▶ What the exercise asks: Your answer should be an exact copy of all the entries, free of pictures.

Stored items
_ _ _ _ _

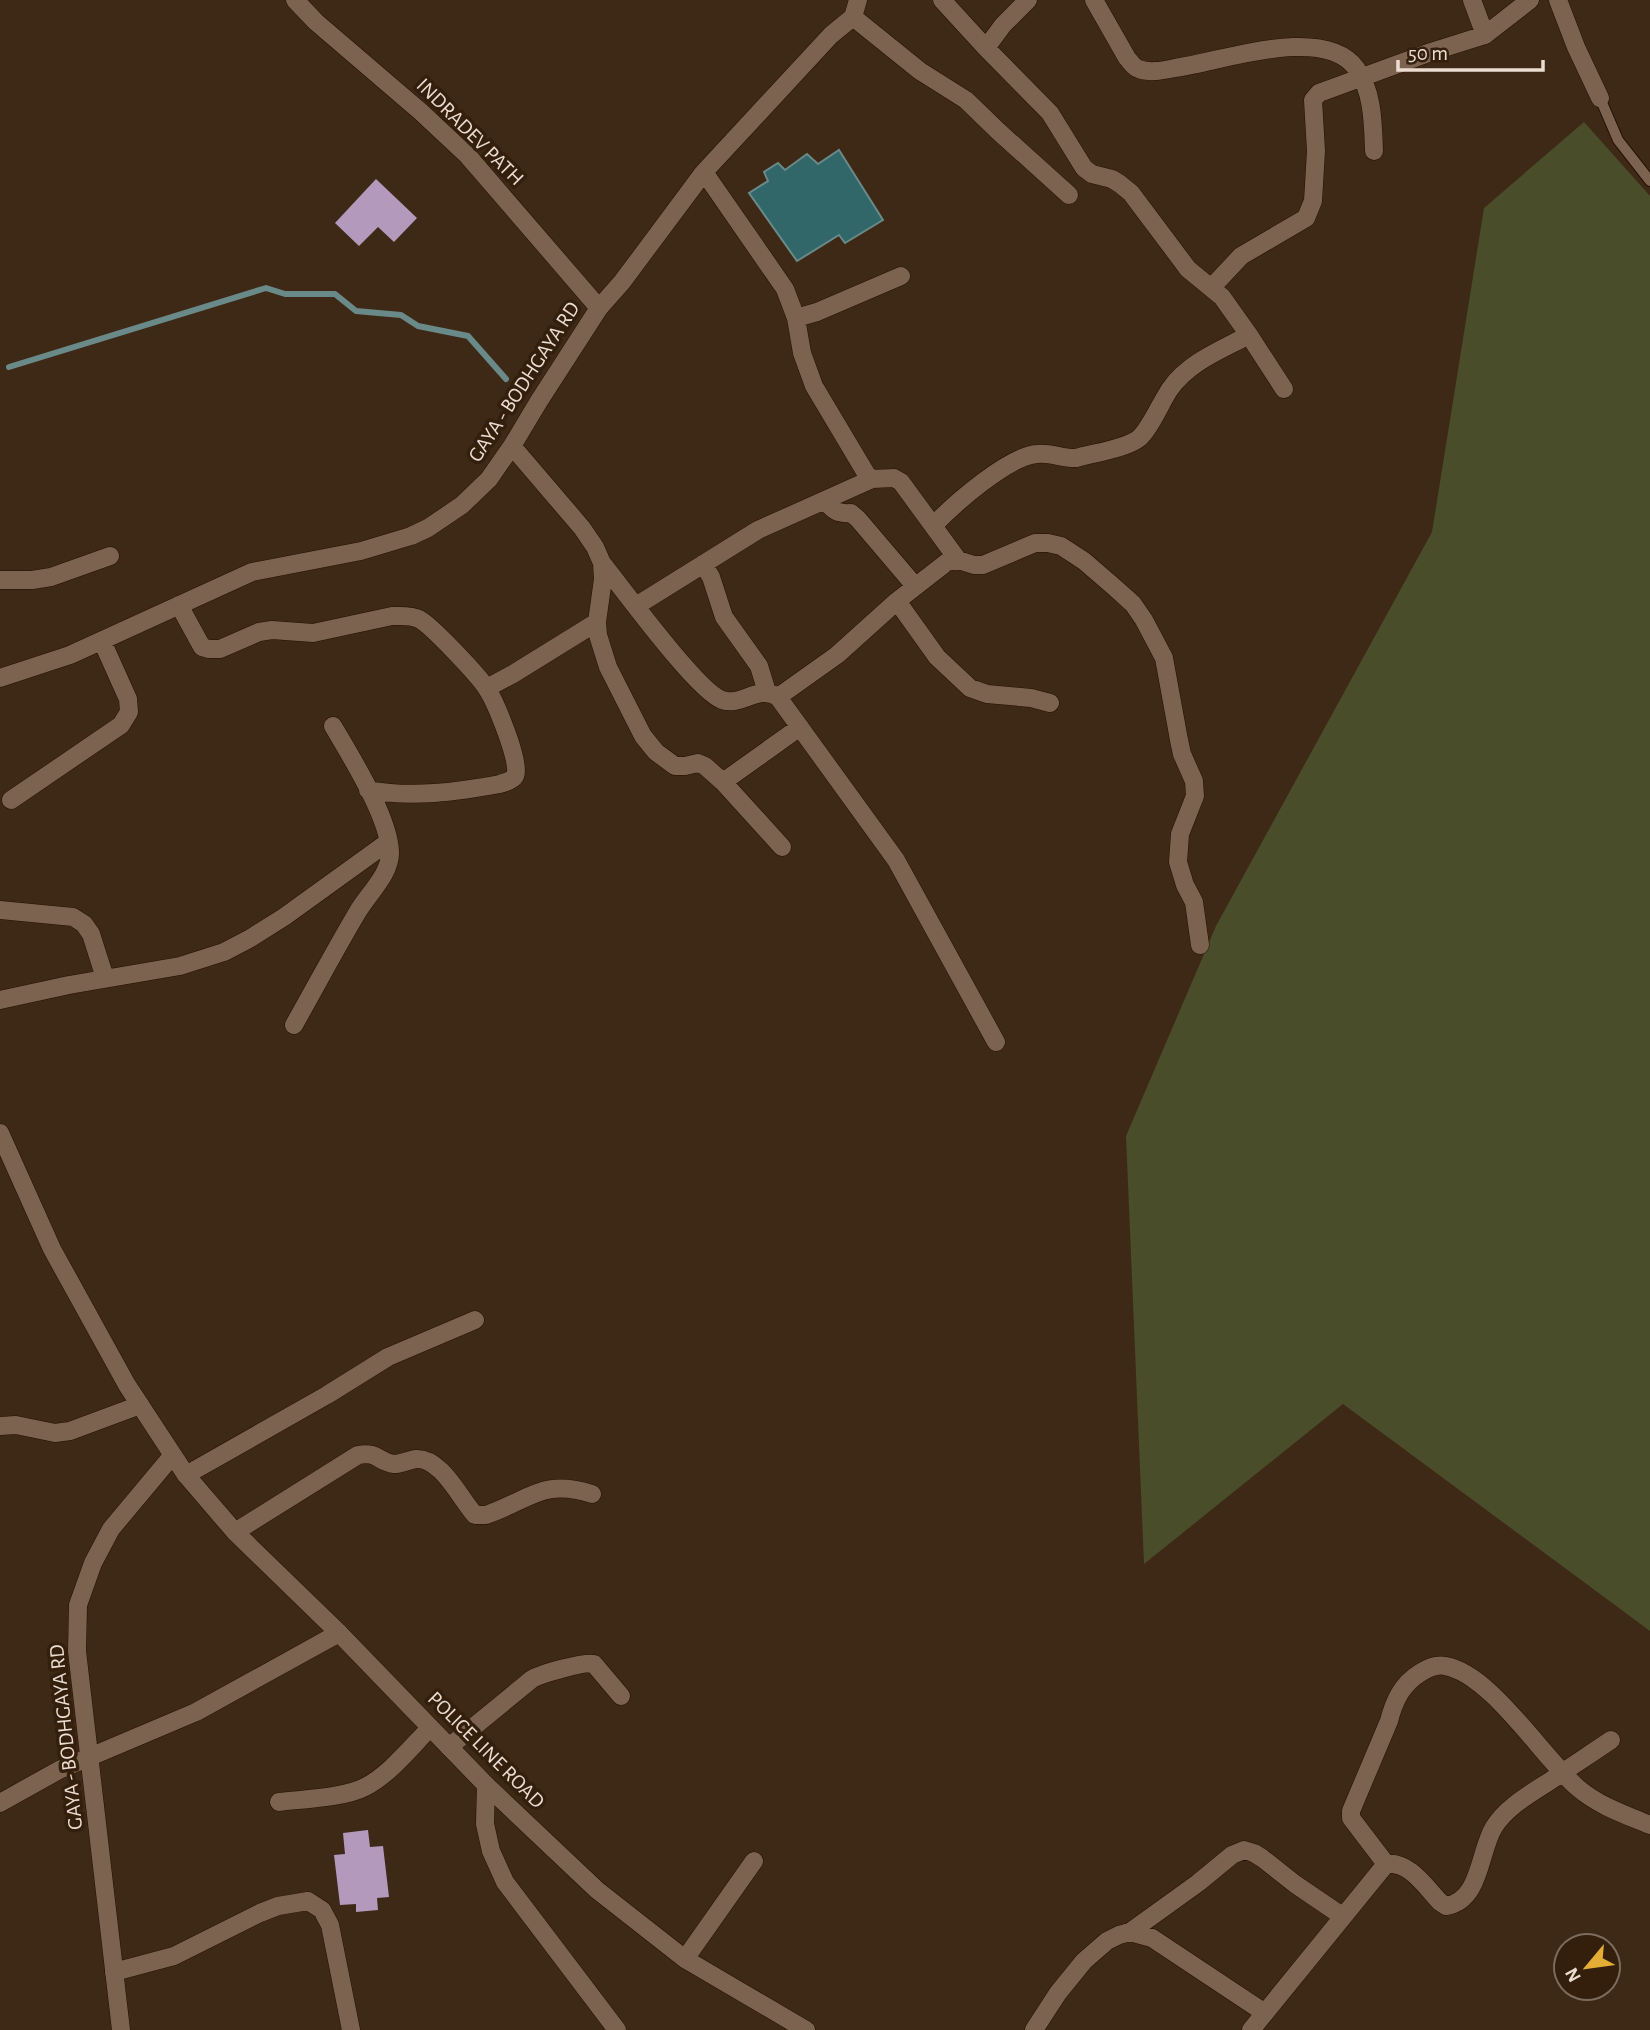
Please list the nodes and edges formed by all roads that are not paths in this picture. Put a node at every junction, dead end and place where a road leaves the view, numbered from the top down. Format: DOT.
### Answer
graph roads {
  1 [pos="295,0"];
  2 [pos="942,0"];
  3 [pos="1028,0"];
  4 [pos="1094,0"];
  5 [pos="1472,0"];
  6 [pos="1530,0"];
  7 [pos="1558,0"];
  8 [pos="856,5"];
  9 [pos="1485,35"];
  10 [pos="986,48"];
  11 [pos="1362,78"];
  12 [pos="1600,98"];
  13 [pos="1374,151"];
  14 [pos="704,172"];
  15 [pos="1650,181"];
  16 [pos="1069,195"];
  17 [pos="901,276"];
  18 [pos="1212,287"];
  19 [pos="599,309"];
  20 [pos="796,318"];
  21 [pos="1250,335"];
  22 [pos="1284,389"];
  23 [pos="512,446"];
  24 [pos="872,479"];
  25 [pos="825,500"];
  26 [pos="933,526"];
  27 [pos="110,556"];
  28 [pos="958,560"];
  29 [pos="602,563"];
  30 [pos="703,564"];
  31 [pos="0,580"];
  32 [pos="915,586"];
  33 [pos="897,601"];
  34 [pos="179,605"];
  35 [pos="636,606"];
  36 [pos="597,622"];
  37 [pos="102,641"];
  38 [pos="0,678"];
  39 [pos="487,688"];
  40 [pos="773,694"];
  41 [pos="1050,703"];
  42 [pos="333,726"];
  43 [pos="800,727"];
  44 [pos="723,782"];
  45 [pos="368,790"];
  46 [pos="11,800"];
  47 [pos="388,842"];
  48 [pos="782,847"];
  49 [pos="0,911"];
  50 [pos="1200,945"];
  51 [pos="104,978"];
  52 [pos="0,1000"];
  53 [pos="294,1025"];
  54 [pos="996,1042"];
  55 [pos="0,1133"];
  56 [pos="475,1320"];
  57 [pos="140,1405"];
  58 [pos="0,1426"];
  59 [pos="173,1456"];
  60 [pos="186,1475"];
  61 [pos="592,1494"];
  62 [pos="235,1532"];
  63 [pos="339,1633"];
  64 [pos="621,1696"];
  65 [pos="430,1728"];
  66 [pos="1611,1740"];
  67 [pos="449,1747"];
  68 [pos="90,1756"];
  69 [pos="1563,1772"];
  70 [pos="486,1785"];
  71 [pos="279,1802"];
  72 [pos="0,1804"];
  73 [pos="1650,1825"];
  74 [pos="754,1861"];
  75 [pos="1385,1864"];
  76 [pos="1342,1916"];
  77 [pos="1130,1932"];
  78 [pos="685,1959"];
  79 [pos="114,1972"];
  80 [pos="1265,2013"];
  81 [pos="121,2030"];
  82 [pos="351,2030"];
  83 [pos="617,2030"];
  84 [pos="806,2030"];
  85 [pos="1034,2030"];
  86 [pos="1251,2030"];
  1 -- 19 [label="street, INDRADEV PATH"];
  2 -- 10 [label="street"];
  3 -- 10 [label="street"];
  4 -- 11 [label="street"];
  5 -- 9 [label="street"];
  6 -- 9 [label="street"];
  7 -- 12 [label="street"];
  8 -- 14 [label="street, GAYA - BODHGAYA RD"];
  8 -- 16 [label="street"];
  9 -- 11 [label="street"];
  10 -- 18 [label="street"];
  11 -- 13 [label="street"];
  11 -- 18 [label="street"];
  12 -- 15 [label="lane"];
  14 -- 19 [label="street, GAYA - BODHGAYA RD"];
  14 -- 20 [label="street"];
  17 -- 20 [label="street"];
  18 -- 21 [label="street"];
  19 -- 23 [label="street, GAYA - BODHGAYA RD"];
  20 -- 24 [label="street"];
  21 -- 22 [label="street"];
  21 -- 26 [label="street"];
  23 -- 29 [label="street"];
  23 -- 34 [label="street, GAYA - BODHGAYA RD"];
  24 -- 25 [label="street"];
  24 -- 26 [label="street"];
  25 -- 30 [label="street"];
  25 -- 32 [label="street"];
  26 -- 28 [label="street"];
  27 -- 31 [label="street"];
  28 -- 32 [label="street"];
  28 -- 50 [label="street"];
  29 -- 35 [label="street"];
  29 -- 36 [label="street"];
  30 -- 35 [label="street"];
  30 -- 40 [label="street"];
  32 -- 33 [label="street"];
  33 -- 40 [label="street"];
  33 -- 41 [label="street"];
  34 -- 37 [label="street, GAYA - BODHGAYA RD"];
  34 -- 39 [label="street"];
  35 -- 40 [label="street"];
  36 -- 39 [label="street"];
  36 -- 44 [label="street"];
  37 -- 38 [label="street, GAYA - BODHGAYA RD"];
  37 -- 46 [label="street"];
  39 -- 45 [label="street"];
  40 -- 43 [label="street"];
  42 -- 45 [label="street"];
  43 -- 44 [label="street"];
  43 -- 54 [label="street"];
  44 -- 48 [label="street"];
  45 -- 47 [label="street"];
  47 -- 51 [label="street"];
  47 -- 53 [label="street"];
  49 -- 51 [label="street"];
  51 -- 52 [label="street"];
  55 -- 57 [label="street"];
  56 -- 60 [label="street"];
  57 -- 58 [label="street"];
  57 -- 59 [label="street"];
  59 -- 60 [label="street, POLICE LINE ROAD"];
  59 -- 68 [label="street, GAYA - BODHGAYA RD"];
  60 -- 62 [label="street, POLICE LINE ROAD"];
  61 -- 62 [label="street"];
  62 -- 63 [label="street, POLICE LINE ROAD"];
  63 -- 65 [label="street, POLICE LINE ROAD"];
  63 -- 68 [label="street"];
  64 -- 67 [label="street"];
  65 -- 67 [label="street, POLICE LINE ROAD"];
  65 -- 71 [label="street"];
  66 -- 69 [label="street"];
  67 -- 70 [label="street, POLICE LINE ROAD"];
  68 -- 72 [label="street"];
  68 -- 79 [label="street, GAYA - BODHGAYA RD"];
  69 -- 73 [label="street"];
  69 -- 75 [label="street"];
  69 -- 75 [label="street"];
  70 -- 78 [label="street, POLICE LINE ROAD"];
  70 -- 83 [label="street"];
  74 -- 78 [label="street"];
  75 -- 76 [label="street"];
  76 -- 77 [label="street"];
  76 -- 80 [label="street"];
  77 -- 80 [label="street"];
  77 -- 85 [label="street"];
  78 -- 84 [label="street, POLICE LINE ROAD"];
  79 -- 81 [label="street, GAYA - BODHGAYA RD"];
  79 -- 82 [label="street"];
  80 -- 86 [label="street"];
}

_ _ _ _ _

▶ Result:
Please list the nodes and edges formed by all roads that are not paths in this picture. Put a node at every junction, dead end and place where a road leaves the view, numbered from the top down. Format: DOT.
### Answer
graph roads {
  1 [pos="295,0"];
  2 [pos="942,0"];
  3 [pos="1028,0"];
  4 [pos="1094,0"];
  5 [pos="1472,0"];
  6 [pos="1530,0"];
  7 [pos="1558,0"];
  8 [pos="856,5"];
  9 [pos="1485,35"];
  10 [pos="986,48"];
  11 [pos="1362,78"];
  12 [pos="1600,98"];
  13 [pos="1374,151"];
  14 [pos="704,172"];
  15 [pos="1650,181"];
  16 [pos="1069,195"];
  17 [pos="901,276"];
  18 [pos="1212,287"];
  19 [pos="599,309"];
  20 [pos="796,318"];
  21 [pos="1250,335"];
  22 [pos="1284,389"];
  23 [pos="512,446"];
  24 [pos="872,479"];
  25 [pos="825,500"];
  26 [pos="933,526"];
  27 [pos="110,556"];
  28 [pos="958,560"];
  29 [pos="602,563"];
  30 [pos="703,564"];
  31 [pos="0,580"];
  32 [pos="915,586"];
  33 [pos="897,601"];
  34 [pos="179,605"];
  35 [pos="636,606"];
  36 [pos="597,622"];
  37 [pos="102,641"];
  38 [pos="0,678"];
  39 [pos="487,688"];
  40 [pos="773,694"];
  41 [pos="1050,703"];
  42 [pos="333,726"];
  43 [pos="800,727"];
  44 [pos="723,782"];
  45 [pos="368,790"];
  46 [pos="11,800"];
  47 [pos="388,842"];
  48 [pos="782,847"];
  49 [pos="0,911"];
  50 [pos="1200,945"];
  51 [pos="104,978"];
  52 [pos="0,1000"];
  53 [pos="294,1025"];
  54 [pos="996,1042"];
  55 [pos="0,1133"];
  56 [pos="475,1320"];
  57 [pos="140,1405"];
  58 [pos="0,1426"];
  59 [pos="173,1456"];
  60 [pos="186,1475"];
  61 [pos="592,1494"];
  62 [pos="235,1532"];
  63 [pos="339,1633"];
  64 [pos="621,1696"];
  65 [pos="430,1728"];
  66 [pos="1611,1740"];
  67 [pos="449,1747"];
  68 [pos="90,1756"];
  69 [pos="1563,1772"];
  70 [pos="486,1785"];
  71 [pos="279,1802"];
  72 [pos="0,1804"];
  73 [pos="1650,1825"];
  74 [pos="754,1861"];
  75 [pos="1385,1864"];
  76 [pos="1342,1916"];
  77 [pos="1130,1932"];
  78 [pos="685,1959"];
  79 [pos="114,1972"];
  80 [pos="1265,2013"];
  81 [pos="121,2030"];
  82 [pos="351,2030"];
  83 [pos="617,2030"];
  84 [pos="806,2030"];
  85 [pos="1034,2030"];
  86 [pos="1251,2030"];
  1 -- 19 [label="street, INDRADEV PATH"];
  2 -- 10 [label="street"];
  3 -- 10 [label="street"];
  4 -- 11 [label="street"];
  5 -- 9 [label="street"];
  6 -- 9 [label="street"];
  7 -- 12 [label="street"];
  8 -- 14 [label="street, GAYA - BODHGAYA RD"];
  8 -- 16 [label="street"];
  9 -- 11 [label="street"];
  10 -- 18 [label="street"];
  11 -- 13 [label="street"];
  11 -- 18 [label="street"];
  12 -- 15 [label="lane"];
  14 -- 19 [label="street, GAYA - BODHGAYA RD"];
  14 -- 20 [label="street"];
  17 -- 20 [label="street"];
  18 -- 21 [label="street"];
  19 -- 23 [label="street, GAYA - BODHGAYA RD"];
  20 -- 24 [label="street"];
  21 -- 22 [label="street"];
  21 -- 26 [label="street"];
  23 -- 29 [label="street"];
  23 -- 34 [label="street, GAYA - BODHGAYA RD"];
  24 -- 25 [label="street"];
  24 -- 26 [label="street"];
  25 -- 30 [label="street"];
  25 -- 32 [label="street"];
  26 -- 28 [label="street"];
  27 -- 31 [label="street"];
  28 -- 32 [label="street"];
  28 -- 50 [label="street"];
  29 -- 35 [label="street"];
  29 -- 36 [label="street"];
  30 -- 35 [label="street"];
  30 -- 40 [label="street"];
  32 -- 33 [label="street"];
  33 -- 40 [label="street"];
  33 -- 41 [label="street"];
  34 -- 37 [label="street, GAYA - BODHGAYA RD"];
  34 -- 39 [label="street"];
  35 -- 40 [label="street"];
  36 -- 39 [label="street"];
  36 -- 44 [label="street"];
  37 -- 38 [label="street, GAYA - BODHGAYA RD"];
  37 -- 46 [label="street"];
  39 -- 45 [label="street"];
  40 -- 43 [label="street"];
  42 -- 45 [label="street"];
  43 -- 44 [label="street"];
  43 -- 54 [label="street"];
  44 -- 48 [label="street"];
  45 -- 47 [label="street"];
  47 -- 51 [label="street"];
  47 -- 53 [label="street"];
  49 -- 51 [label="street"];
  51 -- 52 [label="street"];
  55 -- 57 [label="street"];
  56 -- 60 [label="street"];
  57 -- 58 [label="street"];
  57 -- 59 [label="street"];
  59 -- 60 [label="street, POLICE LINE ROAD"];
  59 -- 68 [label="street, GAYA - BODHGAYA RD"];
  60 -- 62 [label="street, POLICE LINE ROAD"];
  61 -- 62 [label="street"];
  62 -- 63 [label="street, POLICE LINE ROAD"];
  63 -- 65 [label="street, POLICE LINE ROAD"];
  63 -- 68 [label="street"];
  64 -- 67 [label="street"];
  65 -- 67 [label="street, POLICE LINE ROAD"];
  65 -- 71 [label="street"];
  66 -- 69 [label="street"];
  67 -- 70 [label="street, POLICE LINE ROAD"];
  68 -- 72 [label="street"];
  68 -- 79 [label="street, GAYA - BODHGAYA RD"];
  69 -- 73 [label="street"];
  69 -- 75 [label="street"];
  69 -- 75 [label="street"];
  70 -- 78 [label="street, POLICE LINE ROAD"];
  70 -- 83 [label="street"];
  74 -- 78 [label="street"];
  75 -- 76 [label="street"];
  76 -- 77 [label="street"];
  76 -- 80 [label="street"];
  77 -- 80 [label="street"];
  77 -- 85 [label="street"];
  78 -- 84 [label="street, POLICE LINE ROAD"];
  79 -- 81 [label="street, GAYA - BODHGAYA RD"];
  79 -- 82 [label="street"];
  80 -- 86 [label="street"];
}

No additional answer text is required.